Information-theoretic insights into river-tide connectivity in the Pearl River Delta: Implications for complex network dynamics

The Pearl River Delta (PRD) is among the world’s most intricate delta systems, shaped by the dynamic interaction of upstream runoff and downstream tidal dynamics. However, the mechanisms underlying river-tide connectivity within such complex networks remains insufficiently understood, particularly the nonlinear feedback loops and spatiotemporal lag effects governing water level dynamics. This study employs an information-theoretic framework to investigate water level connectivity in the PRD, integrating relative mutual information (RMI) and relative transfer entropy (RTE) to quantify synchrony, causality, and directional information flow among hydrological variables.
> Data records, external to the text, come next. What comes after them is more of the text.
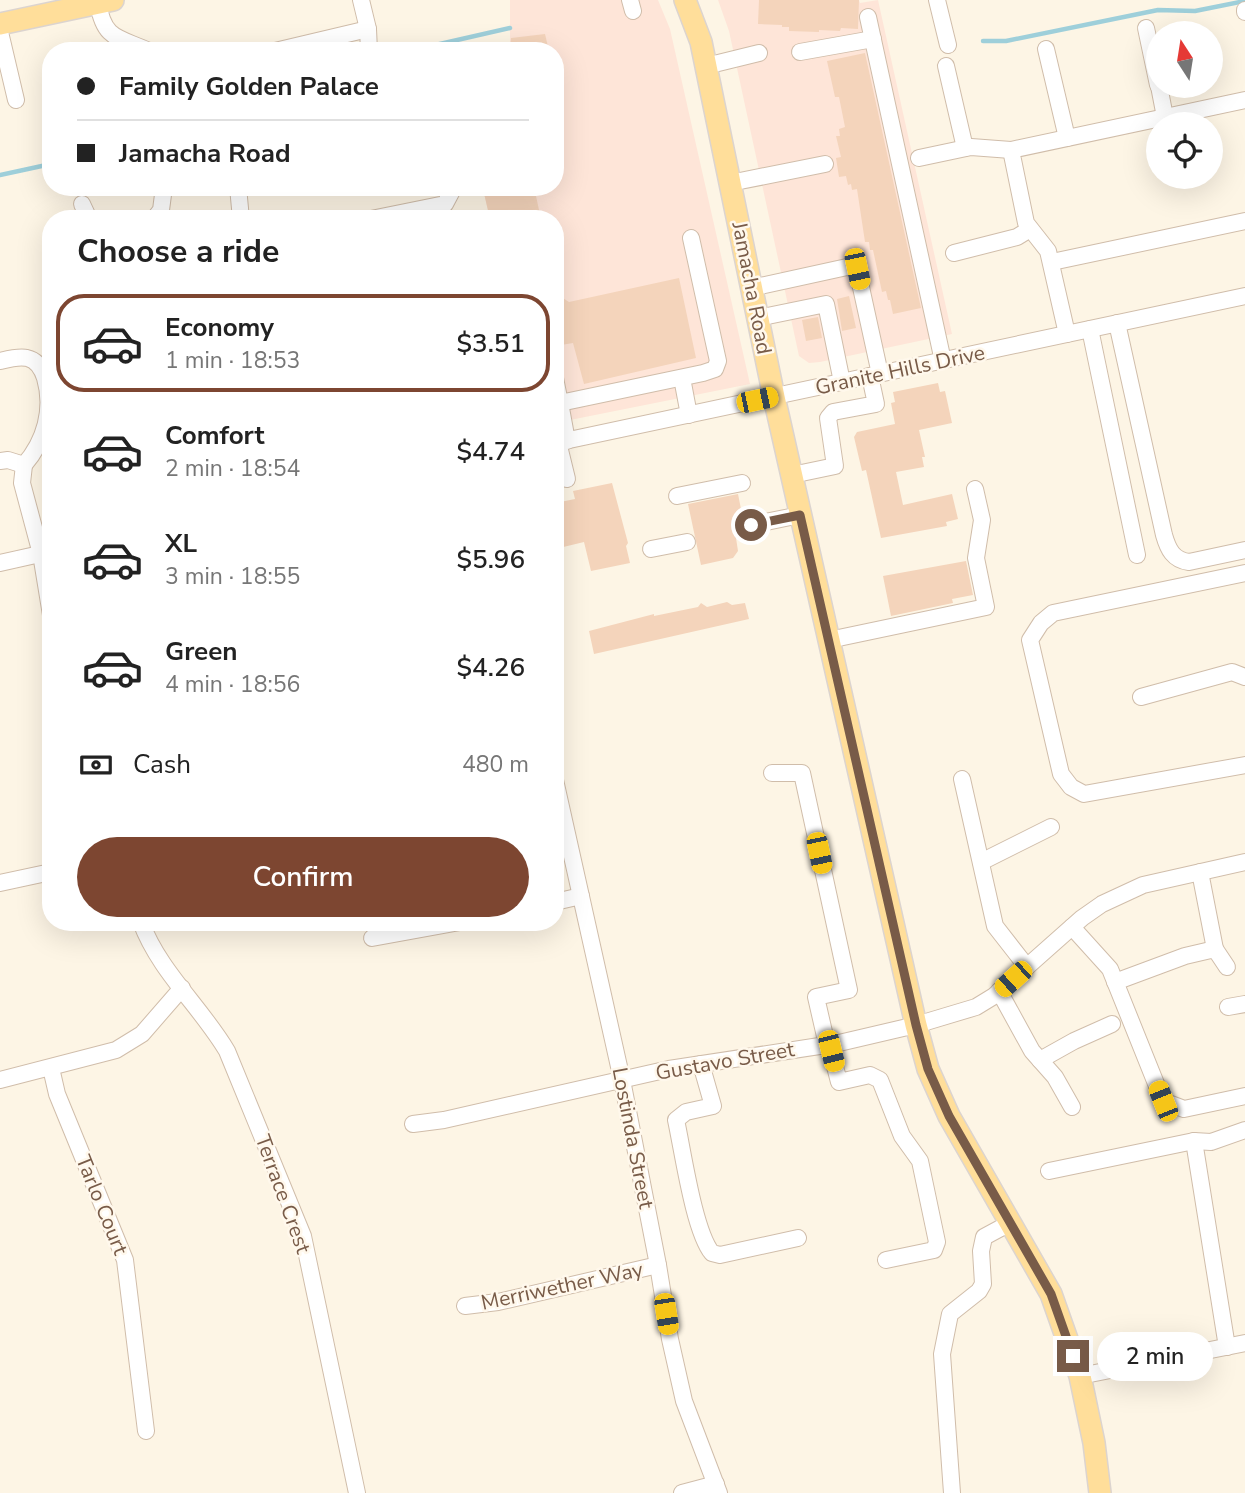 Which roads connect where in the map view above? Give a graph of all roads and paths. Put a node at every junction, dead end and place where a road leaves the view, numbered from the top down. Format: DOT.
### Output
graph roads {
  1 [pos="361,0"];
  2 [pos="685,0"];
  3 [pos="937,0"];
  4 [pos="92,3"];
  5 [pos="868,17"];
  6 [pos="0,24"];
  7 [pos="368,30"];
  8 [pos="0,32"];
  9 [pos="873,39"];
  10 [pos="130,42"];
  11 [pos="315,42"];
  12 [pos="369,42"];
  13 [pos="948,45"];
  14 [pos="1046,49"];
  15 [pos="800,52"];
  16 [pos="759,53"];
  17 [pos="947,65"];
  18 [pos="706,66"];
  19 [pos="16,100"];
  20 [pos="1245,100"];
  21 [pos="1189,112"];
  22 [pos="1146,121"];
  23 [pos="1067,138"];
  24 [pos="965,148"];
  25 [pos="1011,150"];
  26 [pos="919,158"];
  27 [pos="825,164"];
  28 [pos="730,183"];
  29 [pos="449,196"];
  30 [pos="415,210"];
  31 [pos="1245,221"];
  32 [pos="1030,229"];
  33 [pos="691,238"];
  34 [pos="954,253"];
  35 [pos="1052,262"];
  36 [pos="751,288"];
  37 [pos="1245,296"];
  38 [pos="758,318"];
  39 [pos="1117,323"];
  40 [pos="1090,329"];
  41 [pos="1067,334"];
  42 [pos="0,361"];
  43 [pos="943,361"];
  44 [pos="42,373"];
  45 [pos="875,375"];
  46 [pos="682,378"];
  47 [pos="842,382"];
  48 [pos="774,397"];
  49 [pos="564,402"];
  50 [pos="689,415"];
  51 [pos="42,434"];
  52 [pos="564,441"];
  53 [pos="0,461"];
  54 [pos="564,463"];
  55 [pos="24,465"];
  56 [pos="792,475"];
  57 [pos="567,479"];
  58 [pos="741,483"];
  59 [pos="975,489"];
  60 [pos="677,496"];
  61 [pos="800,515"];
  62 [pos="751,525"];
  63 [pos="42,541"];
  64 [pos="687,542"];
  65 [pos="651,549"];
  66 [pos="1245,550"];
  67 [pos="42,554"];
  68 [pos="1138,555"];
  69 [pos="0,563"];
  70 [pos="1245,573"];
  71 [pos="829,640"];
  72 [pos="1245,677"];
  73 [pos="1141,697"];
  74 [pos="1245,765"];
  75 [pos="772,773"];
  76 [pos="962,779"];
  77 [pos="564,820"];
  78 [pos="1051,827"];
  79 [pos="981,862"];
  80 [pos="1245,862"];
  81 [pos="1200,872"];
  82 [pos="42,874"];
  83 [pos="0,883"];
  84 [pos="581,896"];
  85 [pos="564,900"];
  86 [pos="1072,927"];
  87 [pos="146,931"];
  88 [pos="410,931"];
  89 [pos="372,938"];
  90 [pos="1215,949"];
  91 [pos="1027,967"];
  92 [pos="1227,967"];
  93 [pos="1115,982"];
  94 [pos="182,988"];
  95 [pos="999,991"];
  96 [pos="1245,1004"];
  97 [pos="1228,1007"];
  98 [pos="1112,1024"];
  99 [pos="916,1025"];
  100 [pos="827,1045"];
  101 [pos="1040,1060"];
  102 [pos="701,1064"];
  103 [pos="51,1068"];
  104 [pos="0,1080"];
  105 [pos="622,1080"];
  106 [pos="1245,1096"];
  107 [pos="1072,1107"];
  108 [pos="413,1124"];
  109 [pos="1245,1130"];
  110 [pos="1194,1141"];
  111 [pos="1049,1171"];
  112 [pos="1010,1223"];
  113 [pos="798,1238"];
  114 [pos="886,1260"];
  115 [pos="658,1265"];
  116 [pos="465,1306"];
  117 [pos="1245,1343"];
  118 [pos="1227,1347"];
  119 [pos="1080,1376"];
  120 [pos="146,1431"];
  121 [pos="718,1488"];
  122 [pos="357,1493"];
  123 [pos="682,1493"];
  124 [pos="952,1493"];
  125 [pos="1100,1493"];
  1 -- 7 [label="street"];
  2 -- 18 [label="main road, Jamacha Road"];
  3 -- 13 [label="street"];
  4 -- 6 [label="main road"];
  4 -- 10 [label="street"];
  5 -- 9 [label="street"];
  7 -- 11 [label="street"];
  7 -- 12 [label="street"];
  8 -- 19 [label="street"];
  9 -- 15 [label="street"];
  9 -- 43 [label="street"];
  14 -- 23 [label="street"];
  16 -- 18 [label="street"];
  17 -- 24 [label="street"];
  18 -- 28 [label="main road, Jamacha Road"];
  20 -- 21 [label="street"];
  22 -- 23 [label="street"];
  23 -- 25 [label="street"];
  24 -- 25 [label="street"];
  24 -- 26 [label="street"];
  25 -- 32 [label="street"];
  27 -- 28 [label="street"];
  28 -- 36 [label="main road, Jamacha Road"];
  29 -- 30 [label="street"];
  31 -- 35 [label="street"];
  32 -- 34 [label="street"];
  32 -- 35 [label="street"];
  33 -- 46 [label="street"];
  35 -- 41 [label="street"];
  36 -- 38 [label="main road, Jamacha Road"];
  36 -- 45 [label="street"];
  37 -- 39 [label="street, Granite Hills Drive"];
  38 -- 47 [label="street"];
  38 -- 48 [label="main road, Jamacha Road"];
  39 -- 40 [label="street, Granite Hills Drive"];
  39 -- 66 [label="street"];
  40 -- 41 [label="street, Granite Hills Drive"];
  40 -- 68 [label="street"];
  41 -- 43 [label="street, Granite Hills Drive"];
  42 -- 44 [label="street"];
  43 -- 45 [label="street, Granite Hills Drive"];
  45 -- 47 [label="street, Granite Hills Drive"];
  45 -- 56 [label="street"];
  46 -- 49 [label="street"];
  46 -- 50 [label="street"];
  47 -- 48 [label="street, Granite Hills Drive"];
  48 -- 50 [label="street, Granite Hills Drive"];
  48 -- 56 [label="main road, Jamacha Road"];
  50 -- 52 [label="street, Granite Hills Drive"];
  51 -- 55 [label="street"];
  53 -- 55 [label="street"];
  54 -- 57 [label="street"];
  55 -- 63 [label="street"];
  56 -- 61 [label="main road, Jamacha Road"];
  58 -- 60 [label="street"];
  59 -- 71 [label="street"];
  61 -- 62 [label="street"];
  61 -- 71 [label="main road, Jamacha Road"];
  64 -- 65 [label="street"];
  67 -- 69 [label="street"];
  70 -- 74 [label="street"];
  71 -- 99 [label="main road, Jamacha Road"];
  72 -- 73 [label="street"];
  75 -- 100 [label="street"];
  76 -- 79 [label="street"];
  77 -- 84 [label="street, Lostinda Street"];
  78 -- 79 [label="street"];
  79 -- 91 [label="street"];
  80 -- 81 [label="street, Gustavo Street"];
  81 -- 86 [label="street, Gustavo Street"];
  81 -- 90 [label="street"];
  82 -- 83 [label="street"];
  84 -- 85 [label="street"];
  84 -- 105 [label="street, Lostinda Street"];
  86 -- 91 [label="street, Gustavo Street"];
  86 -- 93 [label="street"];
  87 -- 94 [label="street, Terrace Crest"];
  88 -- 89 [label="street"];
  90 -- 92 [label="street"];
  90 -- 93 [label="street"];
  91 -- 95 [label="street, Gustavo Street"];
  93 -- 106 [label="street"];
  94 -- 103 [label="street"];
  94 -- 122 [label="street, Terrace Crest"];
  95 -- 99 [label="street, Gustavo Street"];
  95 -- 101 [label="street"];
  96 -- 97 [label="street"];
  98 -- 101 [label="street"];
  99 -- 100 [label="street, Gustavo Street"];
  99 -- 112 [label="main road, Jamacha Road"];
  100 -- 102 [label="street, Gustavo Street"];
  100 -- 114 [label="street"];
  101 -- 107 [label="street"];
  102 -- 105 [label="street, Gustavo Street"];
  102 -- 113 [label="street"];
  103 -- 104 [label="street"];
  103 -- 120 [label="street, Tarlo Court"];
  105 -- 108 [label="street, Gustavo Street"];
  105 -- 115 [label="street, Lostinda Street"];
  109 -- 110 [label="street"];
  110 -- 111 [label="street"];
  110 -- 118 [label="street"];
  112 -- 119 [label="main road, Jamacha Road"];
  112 -- 124 [label="street"];
  115 -- 116 [label="street, Merriwether Way"];
  115 -- 121 [label="street, Lostinda Street"];
  117 -- 118 [label="street"];
  118 -- 119 [label="street"];
  119 -- 125 [label="main road, Jamacha Road"];
  121 -- 123 [label="street"];
}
Results highlight the dominant role of upstream river discharge on water level synchrony in the Xijiang and Beijiang River systems, while downstream tidal dynamics exert greater causal effects in the Pearl River’s mainstream and coastal distributary regions. Since the 1990s, human activities, such as dam construction and channel dredging, have attenuated the influence of river discharge while leaving tidal impacts largely unchanged. Seasonal analysis reveals that that upstream river discharge predominantly governs water level connectivity during the flood season, whereas downstream tidal forcing becomes more prominent in the dry season, with spring tides amplifying these effects across both seasons. The study further shows spatiotemporal heterogeneity in connectivity, highlighting nonlinear feedback mechanisms and lag effects across subsystems. These insights underscore the adaptability and resilience of the PRD under both natural and anthropogenic pressures. By providing a novel perspective on deltaic process dynamics, this study contributes to the theoretical foundation for sustainable management and resilience planning in the PRD.